TOPIO robot: a bipedal humanoid robot designed to play table tennis against a human being, developed by Vietnamese robotics company TOSY.
- Viettel Group: one of the largest telecommunications companies in Vietnam. The company launched the world's first O-RAN 5G network. Their R&D in digital transformation has influenced telecom infrastructure development in several developing countries.
- Vinfast Electric Vehicles: Vietnam's first major automobile manufacturer to produce electric vehicles (EVs) for the international market. The company is pioneering the growth of EVs in Southeast Asia.
- VNG Corporation: Vietnam's first unicorn start-up and developer of Vietnam's most popular music streaming service, ZingMP3.
- VNI: a software company known for developing an encoding (VNI encoding) and a popular input method (VNI Input) for Vietnamese. Developed by Vietnamese computer programmer Hồ Thành Việt.
- Zalo: a Vietnamese instant messaging multi-platform service with over 200 million users. The app is also used in other countries outside of Vietnam, such as the US, Japan, South Korea, Australia, Germany, Myanmar and Singapore.

==Video Games==
- Axie Infinity: an NFT-based blockchain game developed by Vietnamese developer Sky Mavis. The game was built on the Ronin network, an Ethereum-linked sidechain, and uses Ethereum-based cryptocurrencies for its in-game economy.
- Dancing Ballz: a mobile rhythm game developed by Vietnamese game developer Amanotes. The gameplay consists of tapping the screen, where players have to control avatar characters such as animals, insects, discs and balls through line trails, avoiding or jumping over obstacles guided by marked points.
- Flappy Bird: a casual mobile game developed by Vietnamese game artist and programmer Dong Nguyen (Vietnamese: Nguyễn Hà Đông) under his game development company .Gears.
- Magic Tiles 3: a music piano game created by Vietnamese developer Amanotes, the number one mobile music games publisher in the world. Players need to tap tiles in time with the music, all while avoiding the white tiles.

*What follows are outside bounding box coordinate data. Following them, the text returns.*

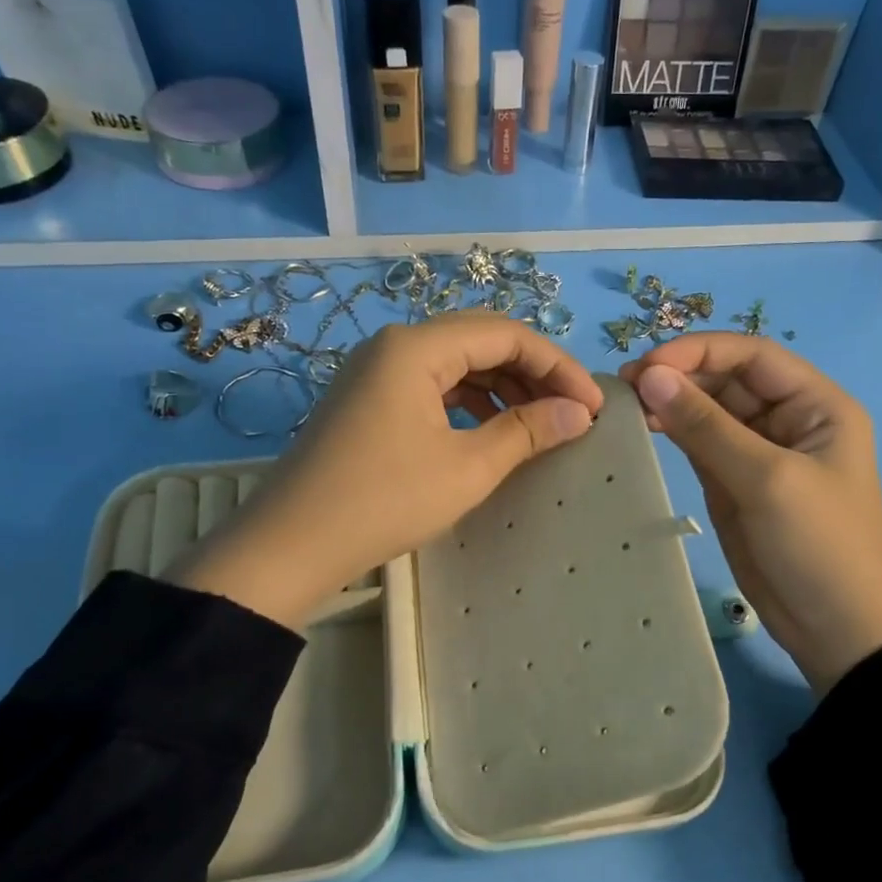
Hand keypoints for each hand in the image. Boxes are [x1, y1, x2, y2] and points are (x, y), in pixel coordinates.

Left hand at [171, 312, 603, 628]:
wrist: (289, 547)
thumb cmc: (384, 501)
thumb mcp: (467, 468)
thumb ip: (527, 432)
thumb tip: (579, 413)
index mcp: (416, 347)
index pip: (505, 334)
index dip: (557, 365)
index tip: (592, 405)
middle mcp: (393, 346)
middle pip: (479, 342)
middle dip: (532, 373)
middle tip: (570, 413)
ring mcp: (375, 373)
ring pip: (455, 365)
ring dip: (502, 388)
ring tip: (538, 424)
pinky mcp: (366, 401)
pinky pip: (431, 387)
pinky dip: (469, 403)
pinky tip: (489, 431)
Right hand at [620, 334, 881, 693]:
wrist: (837, 630)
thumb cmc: (819, 545)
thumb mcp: (766, 479)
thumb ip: (706, 426)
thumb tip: (649, 377)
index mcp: (816, 405)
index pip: (752, 356)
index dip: (699, 351)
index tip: (647, 365)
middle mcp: (788, 419)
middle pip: (727, 379)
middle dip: (680, 376)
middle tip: (624, 387)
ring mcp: (759, 452)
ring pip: (709, 411)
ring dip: (671, 403)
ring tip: (625, 404)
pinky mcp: (735, 483)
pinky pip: (700, 444)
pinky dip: (672, 433)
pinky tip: (643, 428)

It's a game of skill and reflexes that is very similar to Piano Tiles.
- Shadow Era: a free online digital collectible card game created by Vietnamese developer Wulven Studios. The game is supported on PC, iOS, and Android, and it was released on February 24, 2011.

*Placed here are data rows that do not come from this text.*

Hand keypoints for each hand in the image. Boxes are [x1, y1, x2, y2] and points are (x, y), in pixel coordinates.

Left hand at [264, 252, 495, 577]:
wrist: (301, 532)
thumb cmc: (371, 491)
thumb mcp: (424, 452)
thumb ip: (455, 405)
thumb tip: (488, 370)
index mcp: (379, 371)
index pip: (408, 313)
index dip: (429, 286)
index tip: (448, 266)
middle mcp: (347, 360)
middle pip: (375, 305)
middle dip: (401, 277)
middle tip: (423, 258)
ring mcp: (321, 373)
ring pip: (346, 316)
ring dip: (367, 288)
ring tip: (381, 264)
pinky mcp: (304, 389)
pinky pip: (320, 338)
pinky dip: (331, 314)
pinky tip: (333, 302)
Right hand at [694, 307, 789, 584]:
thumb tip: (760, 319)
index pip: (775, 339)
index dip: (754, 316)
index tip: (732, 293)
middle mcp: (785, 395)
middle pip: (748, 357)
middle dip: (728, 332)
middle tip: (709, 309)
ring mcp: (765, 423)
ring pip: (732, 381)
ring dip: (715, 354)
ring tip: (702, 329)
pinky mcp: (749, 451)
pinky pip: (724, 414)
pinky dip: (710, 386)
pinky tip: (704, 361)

- Swing Copters: an arcade video game developed by Vietnamese video game developer .Gears, best known for Flappy Bird. The player controls a character wearing a helmet with helicopter rotors, and the player changes the direction of the character by tapping the screen.
- Tam cúc: a multi-trick card game popular in North Vietnam that uses a deck of 32 Chinese chess cards divided into two suits: red and black.
- Tiles Hop: a mobile music game created by Vietnamese developer Amanotes. Players control a ball that jump to the rhythm of thrilling EDM songs between different color changing tiles while avoiding obstacles along the way. Since the launch in 2018, Tiles Hop has reached over a billion downloads and is consistently ranked #1 in music games.
- Tổ tôm: the origin of tổ tôm is still unclear, but by the 19th century in Vietnam, this card game was very popular, especially among the upper class who considered it an elegant game that required a lot of intelligence.
- 7554: Glorious Memories Revived: a first-person shooter video game developed by Vietnamese video game developer Emobi Games for Windows. It was released for Vietnamese markets on December 16, 2011.